=== Provided data ===
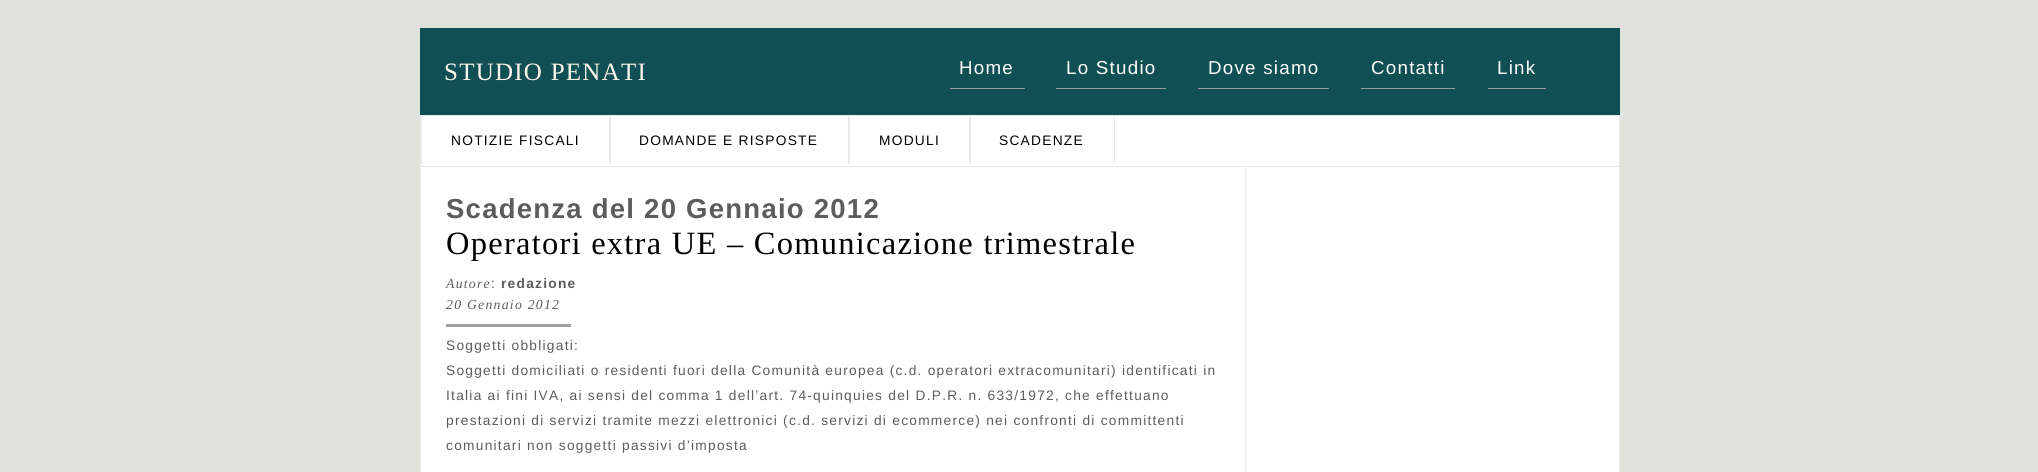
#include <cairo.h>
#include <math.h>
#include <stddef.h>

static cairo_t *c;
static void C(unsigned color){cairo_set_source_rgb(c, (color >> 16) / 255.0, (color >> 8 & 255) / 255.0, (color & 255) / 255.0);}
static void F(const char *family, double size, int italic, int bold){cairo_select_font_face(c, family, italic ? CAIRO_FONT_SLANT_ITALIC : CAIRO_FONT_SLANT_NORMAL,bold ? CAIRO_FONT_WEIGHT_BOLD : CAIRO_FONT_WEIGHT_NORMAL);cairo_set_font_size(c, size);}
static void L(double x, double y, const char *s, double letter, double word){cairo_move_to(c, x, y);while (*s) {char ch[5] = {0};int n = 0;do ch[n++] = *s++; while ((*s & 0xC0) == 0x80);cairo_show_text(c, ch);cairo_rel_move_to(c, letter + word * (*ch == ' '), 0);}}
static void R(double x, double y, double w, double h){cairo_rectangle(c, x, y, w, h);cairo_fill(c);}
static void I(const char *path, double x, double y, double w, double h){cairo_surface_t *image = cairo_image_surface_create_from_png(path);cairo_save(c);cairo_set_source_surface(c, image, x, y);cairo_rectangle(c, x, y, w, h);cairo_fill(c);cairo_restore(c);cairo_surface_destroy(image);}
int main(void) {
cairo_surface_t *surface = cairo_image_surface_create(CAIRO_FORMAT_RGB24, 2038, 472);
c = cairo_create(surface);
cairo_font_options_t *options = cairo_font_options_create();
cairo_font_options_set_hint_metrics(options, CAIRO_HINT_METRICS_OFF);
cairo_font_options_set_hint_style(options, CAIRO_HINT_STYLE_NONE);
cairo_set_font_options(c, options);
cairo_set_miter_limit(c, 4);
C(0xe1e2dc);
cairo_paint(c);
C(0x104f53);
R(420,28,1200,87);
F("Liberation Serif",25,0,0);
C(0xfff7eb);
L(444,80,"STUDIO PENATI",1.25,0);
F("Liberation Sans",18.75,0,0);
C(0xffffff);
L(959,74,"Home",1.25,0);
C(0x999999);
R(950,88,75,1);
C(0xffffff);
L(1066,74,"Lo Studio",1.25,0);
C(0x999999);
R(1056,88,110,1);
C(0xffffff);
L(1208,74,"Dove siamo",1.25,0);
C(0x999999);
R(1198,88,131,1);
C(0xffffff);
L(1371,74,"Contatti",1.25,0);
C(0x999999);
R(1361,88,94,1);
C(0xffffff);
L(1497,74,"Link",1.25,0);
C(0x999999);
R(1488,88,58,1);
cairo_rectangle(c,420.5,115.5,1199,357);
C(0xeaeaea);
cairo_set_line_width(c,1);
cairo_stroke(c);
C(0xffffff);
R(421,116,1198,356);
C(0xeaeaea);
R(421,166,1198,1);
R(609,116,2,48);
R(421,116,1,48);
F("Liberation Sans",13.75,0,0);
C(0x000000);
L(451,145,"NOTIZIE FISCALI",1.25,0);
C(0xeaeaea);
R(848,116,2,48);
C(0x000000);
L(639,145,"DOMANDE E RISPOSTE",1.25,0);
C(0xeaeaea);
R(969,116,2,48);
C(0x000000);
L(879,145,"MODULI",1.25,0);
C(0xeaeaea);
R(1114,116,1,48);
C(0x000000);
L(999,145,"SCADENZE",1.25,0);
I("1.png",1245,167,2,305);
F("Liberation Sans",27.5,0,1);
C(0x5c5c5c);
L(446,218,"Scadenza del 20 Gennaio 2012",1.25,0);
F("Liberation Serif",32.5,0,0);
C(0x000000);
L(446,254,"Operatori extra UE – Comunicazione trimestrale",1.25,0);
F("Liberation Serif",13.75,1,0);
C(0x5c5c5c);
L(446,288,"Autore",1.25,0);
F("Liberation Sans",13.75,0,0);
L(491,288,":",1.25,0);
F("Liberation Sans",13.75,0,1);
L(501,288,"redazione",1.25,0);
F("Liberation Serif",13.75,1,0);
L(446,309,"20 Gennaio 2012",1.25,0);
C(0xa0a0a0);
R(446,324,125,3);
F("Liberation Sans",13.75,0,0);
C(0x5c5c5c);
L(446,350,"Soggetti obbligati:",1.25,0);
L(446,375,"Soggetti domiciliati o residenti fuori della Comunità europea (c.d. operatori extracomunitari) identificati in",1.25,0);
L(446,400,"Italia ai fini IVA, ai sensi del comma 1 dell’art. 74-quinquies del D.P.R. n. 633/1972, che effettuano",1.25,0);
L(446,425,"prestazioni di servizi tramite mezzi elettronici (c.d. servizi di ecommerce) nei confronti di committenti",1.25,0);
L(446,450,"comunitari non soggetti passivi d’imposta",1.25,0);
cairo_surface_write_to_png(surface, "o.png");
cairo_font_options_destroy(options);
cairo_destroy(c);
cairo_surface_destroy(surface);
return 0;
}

=== Task prompt ===
Every line of the records above that contains the word "include" should be counted, and only the total given.

=== Result ===
3